* **Work required**:
Out of the lines below, please list those that hold the string "East".

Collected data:
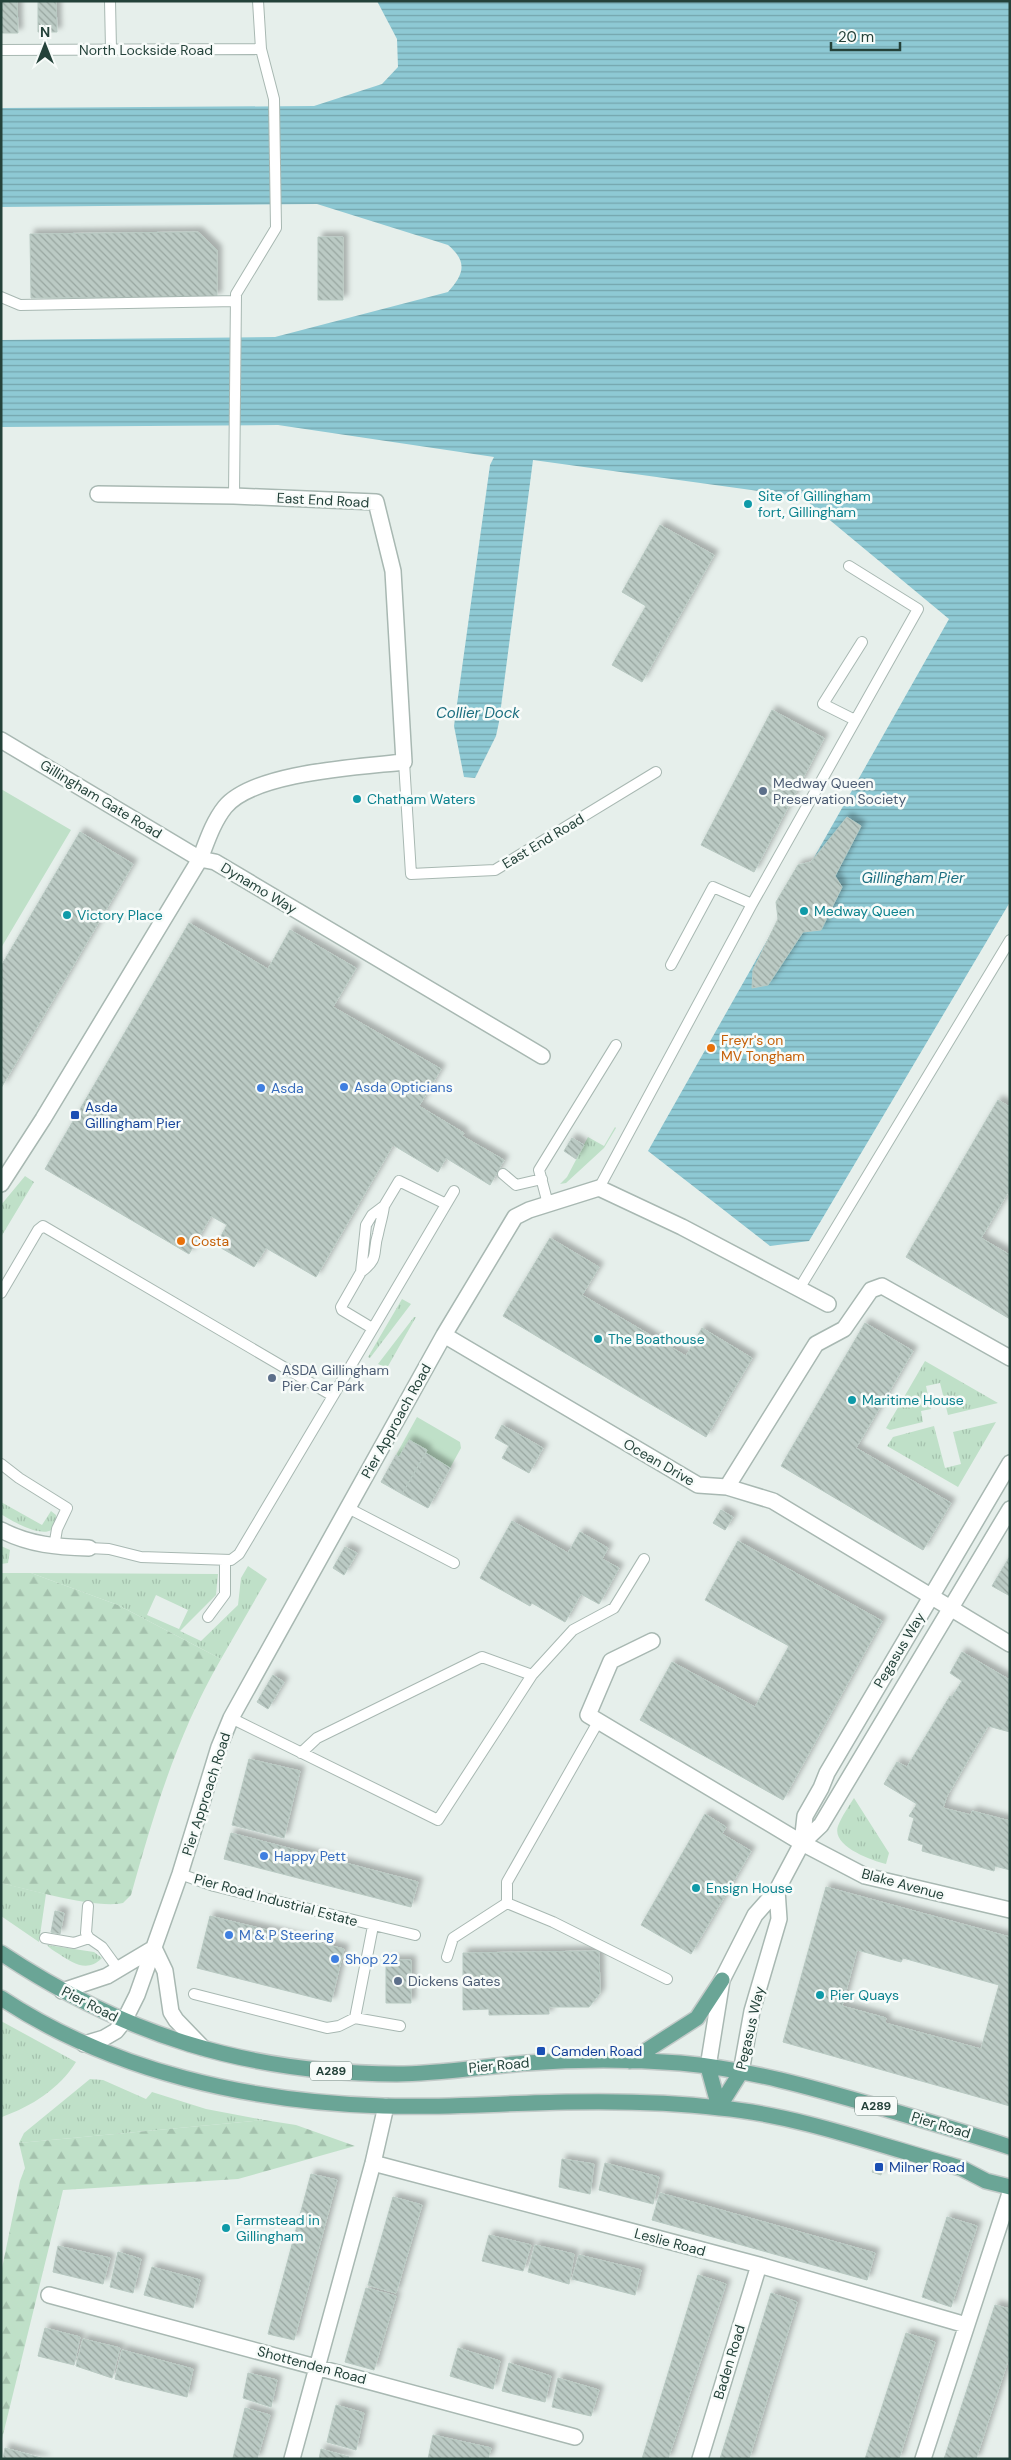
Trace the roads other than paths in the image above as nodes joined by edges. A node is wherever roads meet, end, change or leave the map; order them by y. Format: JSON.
{"nodes":[{"id":1,"x":110,"y":1,"type":"edge"},
{"id":2,"x":258,"y":1,"type":"edge"},
{"id":3,"x":110,"y":49,"type":"junction"},
{"id":4,"x":261,"y":49,"type":"junction"},
{"id":5,"x":1,"y":50,"type":"edge"},
{"id":6,"x":1,"y":297,"type":"edge"},
{"id":7,"x":236,"y":301,"type":"junction"},
{"id":8,"x":98,"y":494,"type":"dead end"},
{"id":9,"x":234,"y":496,"type":"junction"},
{"id":10,"x":850,"y":566,"type":"dead end"},
{"id":11,"x":862,"y":642,"type":"dead end"},
{"id":12,"x":855,"y":720,"type":"junction"},
{"id":13,"x":1,"y":740,"type":"edge"},
{"id":14,"x":404,"y":762,"type":"junction"},
{"id":15,"x":656,"y":772,"type":"dead end"},
{"id":16,"x":200,"y":858,"type":"junction"},
{"id":17,"x":752,"y":904,"type":"junction"},
{"id":18,"x":1010,"y":940,"type":"edge"},
{"id":19,"x":671,"y":965,"type":"dead end"},
{"id":20,"x":616,"y":1045,"type":"dead end"},
{"id":21,"x":542,"y":1056,"type":"dead end"},
{"id":22,"x":503,"y":1174,"type":"dead end"},
{"id":23,"x":542,"y":1179,"type":"junction"},
{"id":24,"x":1,"y":1184,"type":"edge"},
{"id":25,"x":599,"y":1188,"type":"junction"},
{"id":26,"x":454,"y":1190,"type":"dead end"},
{"id":27,"x":446,"y":1204,"type":"junction"},
{"id":28,"x":548,"y":1204,"type":"junction"},
{"id":29,"x":799,"y":1289,"type":"junction"},
{"id":30,"x":1,"y":1293,"type":"edge"},
{"id":31,"x":828,"y":1304,"type":"dead end"},
{"id":32,"x":372,"y":1328,"type":"junction"},
{"id":33,"x":444,"y":1335,"type":"junction"},
{"id":34,"x":1010,"y":1358,"type":"edge"},
{"id":35,"x":333,"y":1396,"type":"junction"},
{"id":36,"x":1010,"y":1463,"type":"edge"},
{"id":37,"x":1,"y":1464,"type":"edge"},
{"id":38,"x":727,"y":1487,"type":"junction"},
{"id":39,"x":348,"y":1508,"type":"junction"},
{"id":40,"x":1010,"y":1509,"type":"edge"},
{"id":41,"x":1,"y":1530,"type":"edge"},
{"id":42,"x":54,"y":1547,"type":"junction"},
{"id":43,"x":89,"y":1548,"type":"joint"},
{"id":44,"x":644,"y":1559,"type":"dead end"},
{"id":45,"x":225,"y":1562,"type":"junction"},
{"id":46,"x":454,"y":1563,"type":"dead end"},
{"id":47,"x":931,"y":1596,"type":"junction"},
{"id":48,"x":950,"y":1608,"type":"junction"},
{"id":49,"x":208,"y":1617,"type":"dead end"},
{"id":50,"x":652,"y":1641,"type":"dead end"},
{"id":51,"x":1010,"y":1644,"type":"edge"},
{"id":52,"x":532,"y":1675,"type":"junction"},
{"id":53,"x":232,"y":1718,"type":"junction"},
{"id":54,"x":598,"y":1722,"type":"junction"},
{"id":55,"x":300,"y":1752,"type":"junction"},
{"id":56,"x":802,"y":1843,"type":"junction"},
{"id":57,"x":180,"y":1874,"type":"junction"},
{"id":58,"x":777,"y":1890,"type":"junction"},
{"id":59,"x":508,"y":1903,"type":"junction"},
{"id":60,"x":88,"y":1906,"type":"dead end"},
{"id":61,"x":1010,"y":1910,"type":"edge"},
{"id":62,"x":373,"y":1926,"type":"junction"},
{"id":63,"x":415,"y":1935,"type":"dead end"},
{"id":64,"x":45,"y":1938,"type":"dead end"},
{"id":65,"x":89,"y":1938,"type":"junction"},
{"id":66,"x":154,"y":1948,"type":"junction"},
{"id":67,"x":1,"y":1953,"type":"edge"},
{"id":68,"x":447,"y":1957,"type":"dead end"},
{"id":69,"x":118,"y":1969,"type":"junction"},
{"id":70,"x":667,"y":1979,"type":"dead end"},
{"id":71,"x":722,"y":1980,"type":"junction"},
{"id":72,"x":62,"y":1991,"type":"junction"},
{"id":73,"x":194,"y":1994,"type":"dead end"},
{"id":74,"x":1,"y":1998,"type":"edge"},
{"id":75,"x":354,"y":2018,"type":"junction"},
{"id":76,"x":124,"y":2022,"type":"junction"},
{"id":77,"x":400,"y":2026,"type":"dead end"},
{"id":78,"x":84,"y":2044,"type":"junction"},
{"id":79,"x":203,"y":2048,"type":"junction"},
{"id":80,"x":630,"y":2061,"type":"junction"},
{"id":81,"x":708,"y":2067,"type":"junction"},
{"id":82,"x":741,"y":2072,"type":"junction"},
{"id":83,"x":386,"y":2106,"type":"junction"},
{"id":84,"x":720,"y":2107,"type":"junction"},
{"id":85,"x":1010,"y":2147,"type":"edge"},
{"id":86,"x":373,"y":2163,"type":"junction"},
{"id":87,"x":1010,"y":2187,"type":"edge"},
{"id":88,"x":1010,"y":2193,"type":"edge"},
{"id":89,"x":759,"y":2265,"type":"junction"},
{"id":90,"x":49,"y":2295,"type":"dead end"},
{"id":91,"x":966,"y":2325,"type":"junction"},
{"id":92,"x":317,"y":2366,"type":"junction"},
{"id":93,"x":575,"y":2438,"type":"dead end"},
{"id":94,"x":292,"y":2459,"type":"edge"},
{"id":95,"x":700,"y":2459,"type":"edge"},
{"id":96,"x":923,"y":2459,"type":"edge"}],
"edges":[{"from":1,"to":3,"type":"lane"},
{"from":2,"to":4,"type":"lane"},
{"from":3,"to":4,"type":"lane","name":"North Lockside Road"},
{"from":3,"to":5,"type":"lane","name":"North Lockside Road"},
{"from":4,"to":7,"type":"lane"},
{"from":6,"to":7,"type":"lane"},
{"from":7,"to":9,"type":"lane"},
{"from":8,"to":9,"type":"street","name":"East End Road"},
{"from":9,"to":14,"type":"street","name":"East End Road"},
{"from":10,"to":12,"type":"lane"},
{"from":11,"to":12,"type":"lane"},
{"from":12,"to":17,"type":"lane"},
{"from":13,"to":16,"type":"street","name":"Gillingham Gate Road"},
{"from":14,"to":15,"type":"lane","name":"East End Road"},
{"from":14,"to":16,"type":"street"},
{"from":16,"to":21,"type":"street","name":"Dynamo Way"},
{"from":16,"to":24,"type":"street"},
{"from":17,"to":19,"type":"lane"},
{"from":17,"to":25,"type":"lane"},
{"from":18,"to":29,"type":"lane"},
{"from":20,"to":23,"type":"lane"},
{"from":22,"to":23,"type":"lane"},
{"from":23,"to":28,"type":"lane"},
{"from":25,"to":28,"type":"street","name":"Pier Approach Road"},
{"from":25,"to":29,"type":"street"},
{"from":26,"to":27,"type":"lane"},
{"from":27,"to":32,"type":"lane"},
{"from":27,"to":32,"type":"lane"},
{"from":28,"to":33,"type":"street","name":"Pier Approach Road"},
{"from":29,"to":31,"type":"street"},
{"from":30,"to":35,"type":"lane"},
{"from":32,"to":35,"type":"lane"},
{"from":33,"to":38,"type":"street","name":"Ocean Drive"},
{"from":33,"to":39,"type":"street","name":"Pier Approach Road"},
{"from":34,"to":38,"type":"street"},
{"from":35,"to":45,"type":"lane"},
{"from":36,"to":47,"type":"street","name":"Pegasus Way"},
{"from":37,"to":42,"type":"lane"},
{"from":38,"to":47,"type":"street","name":"Ocean Drive"},
{"from":39,"to":46,"type":"lane"},
{"from":39,"to":53,"type":"street","name":"Pier Approach Road"},
{"from":40,"to":48,"type":"street","name":"Pegasus Way"},
{"from":41,"to":42,"type":"street"},
{"from":42,"to":43,"type":"street"},
{"from":43,"to":45,"type":"lane"},
{"from":44,"to":52,"type":"lane"},
{"from":45,"to":49,"type":"lane"},
{"from":47,"to":48,"type":"street","name":"Ocean Drive"},
{"from":47,"to":56,"type":"street","name":"Pegasus Way"},
{"from":48,"to":51,"type":"street","name":"Ocean Drive"},
{"from":48,"to":56,"type":"street","name":"Pegasus Way"},
{"from":50,"to":54,"type":"street"},
{"from":52,"to":55,"type":"lane"},
{"from":52,"to":55,"type":"lane"},
{"from":53,"to":55,"type":"lane"},
{"from":53,"to":57,"type":"street","name":"Pier Approach Road"},
{"from":54,"to":56,"type":"street"},
{"from":54,"to":59,"type":"lane"},
{"from":56,"to":58,"type":"street","name":"Pegasus Way"},
{"from":56,"to":61,"type":"street","name":"Blake Avenue"},
{"from":57,"to":62,"type":"lane","name":"Pier Road Industrial Estate"},
{"from":57,"to":66,"type":"street","name":"Pier Approach Road"},
{"from":58,"to":71,"type":"street","name":"Pegasus Way"},
{"from":58,"to":82,"type":"street","name":"Pegasus Way"},
{"from":59,"to":68,"type":"lane"},
{"from":59,"to":70,"type":"lane"},
{"from":60,"to":65,"type":"lane"},
{"from":62,"to":63,"type":"lane","name":"Pier Road Industrial Estate"},
{"from":62,"to":75,"type":"lane","name":"Pier Road Industrial Estate"},
{"from":64,"to":65,"type":"lane"},
{"from":65,"to":69,"type":"lane"},
{"from":66,"to":69,"type":"street"},
{"from":66,"to":76,"type":"street","name":"Pier Approach Road"},
{"from":66,"to":79,"type":"street"},
{"from":67,"to":72,"type":"main road","name":"Pier Road","number":"A289"},
{"from":69,"to":72,"type":"street"},
{"from":71,"to":80,"type":"main road"},
{"from":71,"to":81,"type":"street","name":"Pegasus Way"},
{"from":72,"to":76,"type":"main road","name":"Pier Road","number":"A289"},
{"from":73,"to":75,"type":"lane"},
{"from":74,"to":78,"type":"main road"},
{"from":75,"to":77,"type":"lane"},
{"from":76,"to":78,"type":"street","name":"Pier Approach Road"},
{"from":76,"to":79,"type":"main road","name":"Pier Road","number":"A289"},
{"from":78,"to":83,"type":"main road"},
{"from":79,"to":80,"type":"main road","name":"Pier Road","number":"A289"},
{"from":80,"to":81,"type":"main road","name":"Pier Road","number":"A289"},
{"from":81,"to":82,"type":"main road","name":"Pier Road","number":"A289"},
{"from":81,"to":84,"type":"main road","name":"Pegasus Way"},
{"from":82,"to":84,"type":"main road","name":"Pegasus Way"},
{"from":82,"to":85,"type":"main road","name":"Pier Road","number":"A289"},
{"from":83,"to":84,"type":"main road"},
{"from":83,"to":86,"type":"street"},
{"from":84,"to":87,"type":"main road"},
{"from":86,"to":89,"type":"street","name":"Leslie Road"},
{"from":86,"to":92,"type":"street"},
{"from":88,"to":91,"type":"street"},
{"from":89,"to":91,"type":"street","name":"Leslie Road"},
{"from":89,"to":95,"type":"street","name":"Baden Road"},
{"from":90,"to":92,"type":"street","name":"Shottenden Road"},
{"from":91,"to":96,"type":"street"},
{"from":92,"to":93,"type":"street","name":"Shottenden Road"},
{"from":92,"to":94,"type":"street"}]}
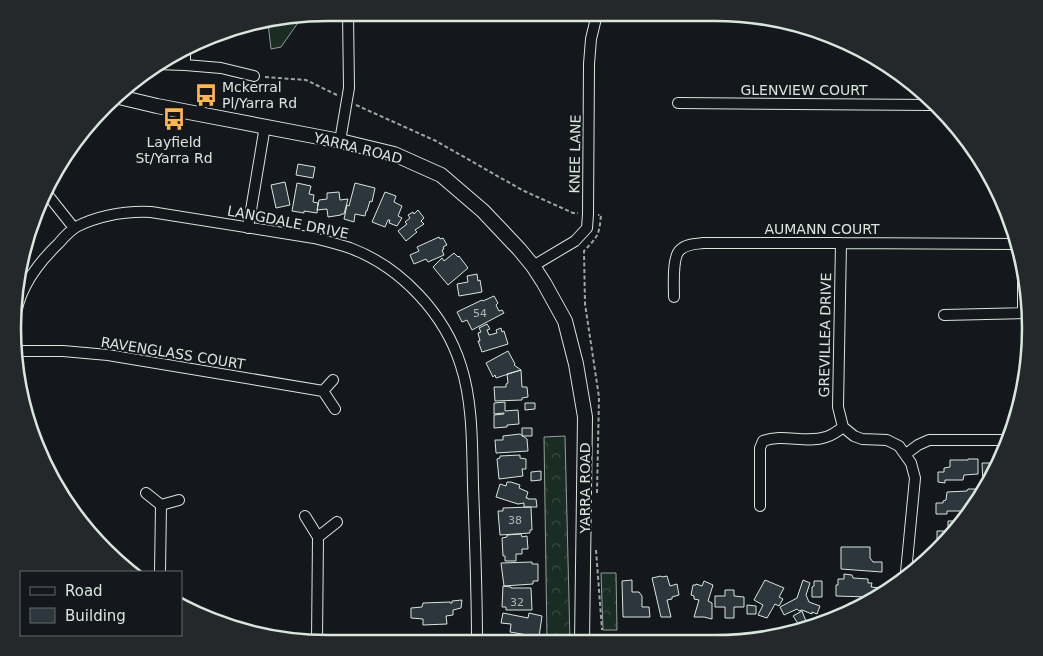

* **Solution to this problem**:
{"from":8,"to":9,"type":"street","name":"East End Road"},
{"from":9,"to":14,"type":"street","name":"East End Road"},
{"from":14,"to":15,"type":"lane","name":"East End Road"},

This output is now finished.